You need to bring something worth their time if you don’t want to lose their attention. You should get past this stage by showing respect and genuine interest for their culture. Otherwise, you’ll be perceived as reckless, unthoughtful, rude and even prejudiced. Projecting the status quo and stereotyping are perhaps the most harmful behaviors hindering effective communication in a new global market.
4. Cultural awareness
For a long time, we’ve seen multinationals, like Coca-Cola, land their products overseas, almost always with success, yet this kind of effort was almost unthinkable for small-medium businesses. This was particularly true in emerging markets like in South America, until more recent years.
The Internet, as a faster and more cost-effective means of showcasing products and services overseas through digital media, and public development programs have encouraged more companies to plunge into exporting goods and services. However, intercultural competencies still elude many small-medium business owners and their staff. Knowing how to speak a language is not enough to perform effectively in cross-cultural contexts, whether at home or abroad. For the most part, a comprehensive understanding of what globalization implies for local businesses, in terms of opportunities and competition, is still missing.
A global mind-set and cross-cultural competencies don’t develop overnight, they’re part of an ongoing process of research and learning experiences. So, look for ways to better tune in to cultural sensitivity. Be open to new ideas and tolerant to diversity, because globalization has already knocked on your door.
5. Professionals with cross-cultural competence
You might be thinking, “But I’m already internationalizing my company. How can I make up for lost time and stop draining my efforts?” My suggestions:
– Surround yourself with professionals with cross-cultural competence. They should not only have cultural literacy, but also the ability to uncover unfamiliar concepts, to change their perspectives in context and have the drive to adjust their behavior to achieve successful business.
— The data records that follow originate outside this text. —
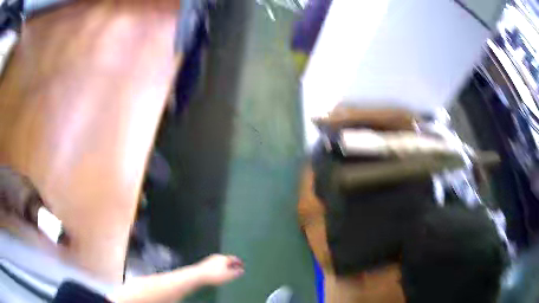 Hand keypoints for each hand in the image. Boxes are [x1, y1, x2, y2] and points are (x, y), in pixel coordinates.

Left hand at [195, 254, 243, 285]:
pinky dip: (219, 268)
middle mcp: (217, 257)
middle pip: (227, 259)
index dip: (239, 262)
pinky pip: (215, 265)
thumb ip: (236, 273)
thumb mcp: (229, 275)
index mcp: (224, 258)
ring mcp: (210, 260)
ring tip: (228, 272)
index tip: (243, 265)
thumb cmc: (215, 275)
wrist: (198, 275)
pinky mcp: (204, 264)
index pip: (234, 258)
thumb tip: (242, 270)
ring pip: (220, 262)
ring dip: (225, 266)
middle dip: (232, 264)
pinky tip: (219, 273)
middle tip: (236, 268)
– Provide your personnel with cross-cultural training programs. Becoming aware of unfamiliar or already assimilated familiar concepts of another’s culture requires constant coaching and practice. Take, for example, the difference in risk perception between British and American oil exploration teams uncovered by Marcelo Baudino, Cross-Cultural Consultant for Latin America at Iceberg Cultural Intelligence. You might be very knowledgeable about a specific culture; yet, bringing cultural differences into consciousness may still elude you in many circumstances.
– Do you know that “an early bird gets the worm in U.S. and EU, but the first bird in the flock gets shot down in China”? Values tend to differ between cultures as well (Frano Ljubić et al., 2009).
Finally, some food for thought. President Obama recently visited Argentina and held a town hall with young leaders. During his introduction he tells the audience about his fascination for Argentine authors, like Jorge Luis Borges and Julio Cortázar, as well as for Buenos Aires City, and that he’s taken mate for the first time. Why do you think he chose these topics, and not soccer, politics, religion? My guess is you don’t set the tone for a friendly conversation by being controversial.
Remember these tips:
→ Cultural similarities and differences go hand in hand. Avoid stereotyping and respect individualities, as well.
→ Different ways of perceiving reality can be a deterrent to development. Detach yourself from your own cultural boundaries to be able to meet and embrace other people’s views.
→ Training and exposure to other cultures will enable individuals, not only at the management level, to perform more effectively when necessary.